[Data provided]
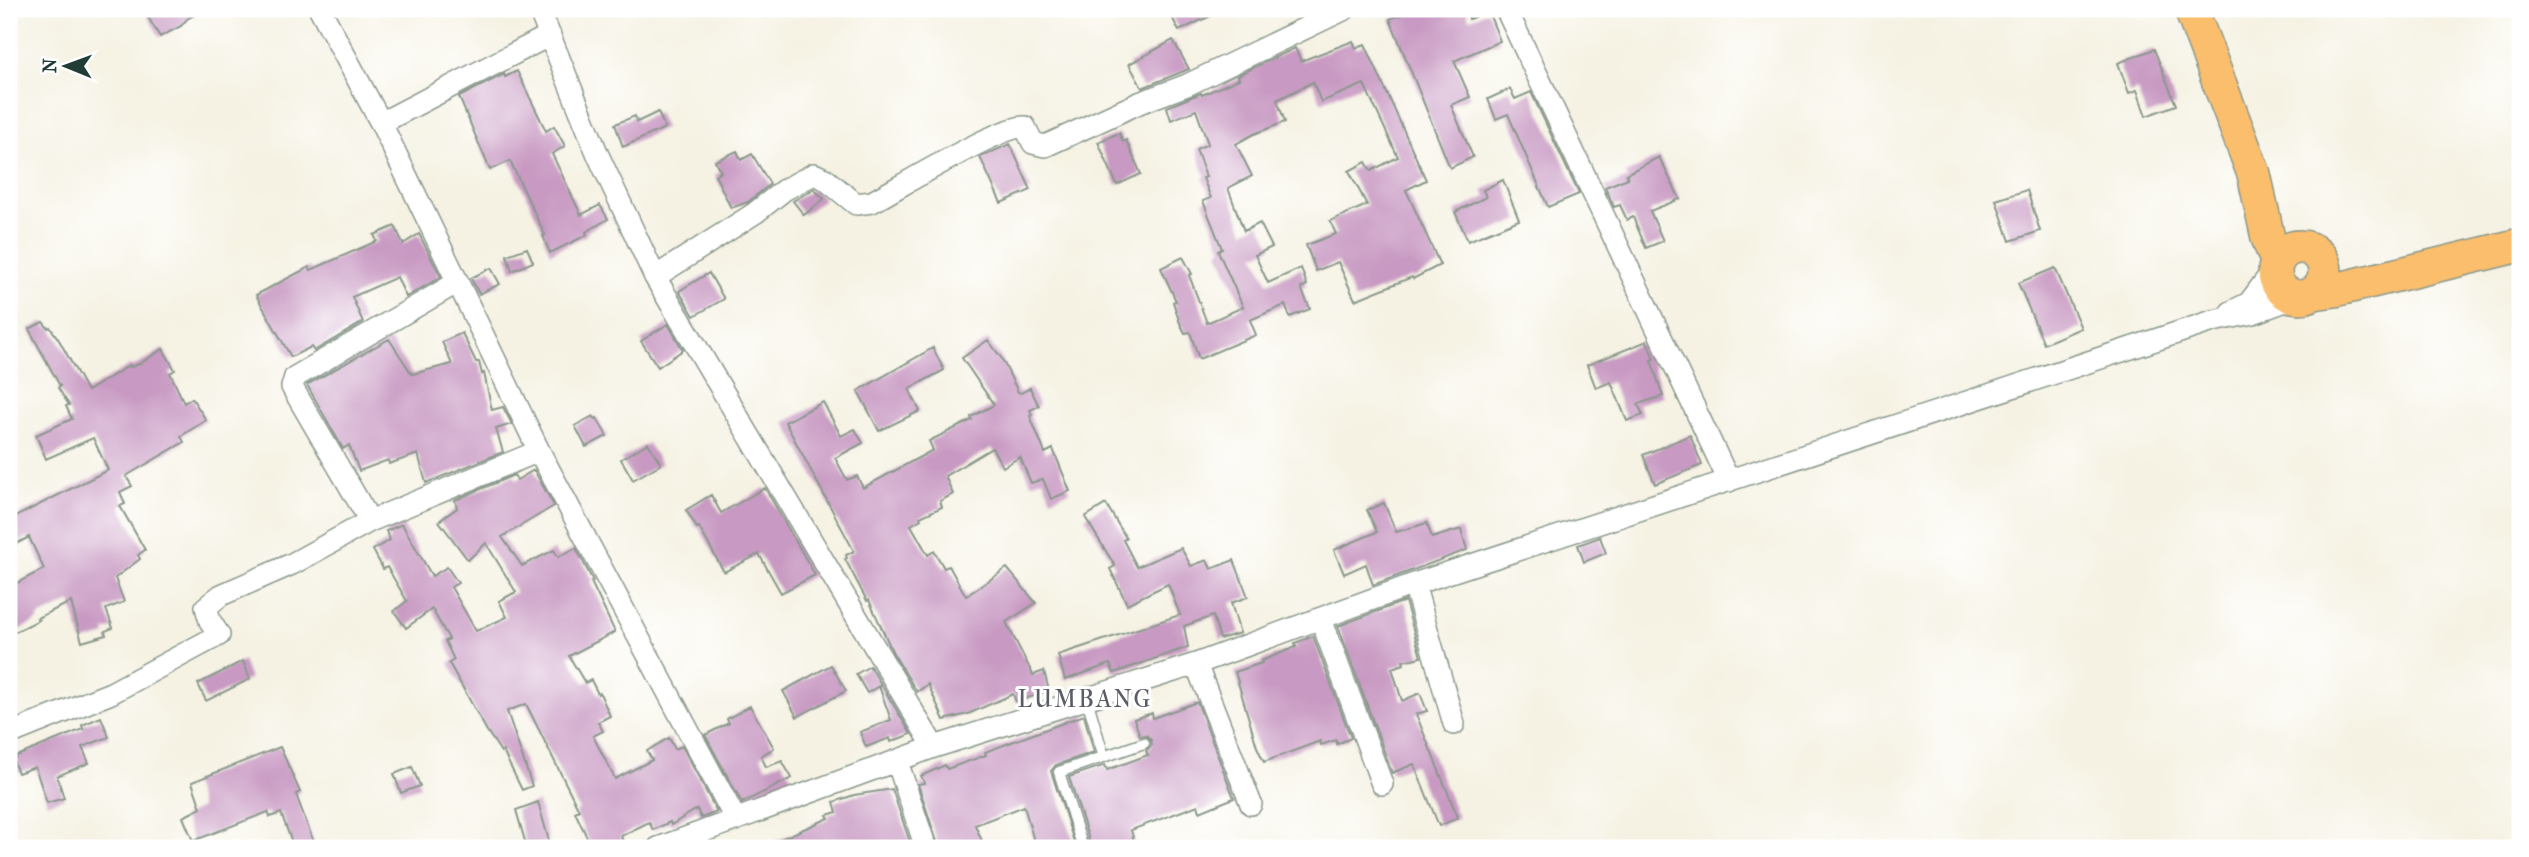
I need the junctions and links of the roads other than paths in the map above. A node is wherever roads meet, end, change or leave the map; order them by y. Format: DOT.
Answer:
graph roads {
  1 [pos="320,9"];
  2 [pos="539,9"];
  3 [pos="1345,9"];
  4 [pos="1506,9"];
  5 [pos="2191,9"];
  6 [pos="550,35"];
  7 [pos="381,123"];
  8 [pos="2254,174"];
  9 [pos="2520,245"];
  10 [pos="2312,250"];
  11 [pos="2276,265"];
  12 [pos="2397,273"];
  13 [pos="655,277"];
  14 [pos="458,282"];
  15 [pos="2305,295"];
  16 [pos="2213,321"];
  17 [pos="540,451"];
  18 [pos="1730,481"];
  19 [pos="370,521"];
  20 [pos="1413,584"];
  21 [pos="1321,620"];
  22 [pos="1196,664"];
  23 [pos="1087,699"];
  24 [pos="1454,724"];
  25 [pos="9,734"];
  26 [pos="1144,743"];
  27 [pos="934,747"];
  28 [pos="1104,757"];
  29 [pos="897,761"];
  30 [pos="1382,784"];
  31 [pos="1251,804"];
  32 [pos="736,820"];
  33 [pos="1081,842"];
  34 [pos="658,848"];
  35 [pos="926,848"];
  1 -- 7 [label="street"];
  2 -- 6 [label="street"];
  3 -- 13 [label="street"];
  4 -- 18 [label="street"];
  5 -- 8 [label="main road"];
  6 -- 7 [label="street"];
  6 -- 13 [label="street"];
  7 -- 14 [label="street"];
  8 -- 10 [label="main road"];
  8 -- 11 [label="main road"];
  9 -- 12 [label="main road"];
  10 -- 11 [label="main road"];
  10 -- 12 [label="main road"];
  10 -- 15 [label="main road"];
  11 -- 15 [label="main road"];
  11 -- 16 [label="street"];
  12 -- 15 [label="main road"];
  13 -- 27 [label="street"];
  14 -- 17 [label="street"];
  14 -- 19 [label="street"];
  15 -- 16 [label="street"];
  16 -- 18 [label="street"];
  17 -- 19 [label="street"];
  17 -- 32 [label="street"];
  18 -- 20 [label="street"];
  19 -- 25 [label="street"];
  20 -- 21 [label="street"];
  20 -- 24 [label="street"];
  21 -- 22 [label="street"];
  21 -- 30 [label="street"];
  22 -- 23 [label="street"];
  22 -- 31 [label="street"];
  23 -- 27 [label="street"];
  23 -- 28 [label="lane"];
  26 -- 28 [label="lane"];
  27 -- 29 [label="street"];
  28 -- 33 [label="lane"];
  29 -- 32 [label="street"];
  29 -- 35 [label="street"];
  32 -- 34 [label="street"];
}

[Work to be completed] Take each line of the material above that holds the string "roads" and copy it.

[Solution to the exercise]
I need the junctions and links of the roads other than paths in the map above. A node is wherever roads meet, end, change or leave the map; order them by y. Format: DOT.
graph roads {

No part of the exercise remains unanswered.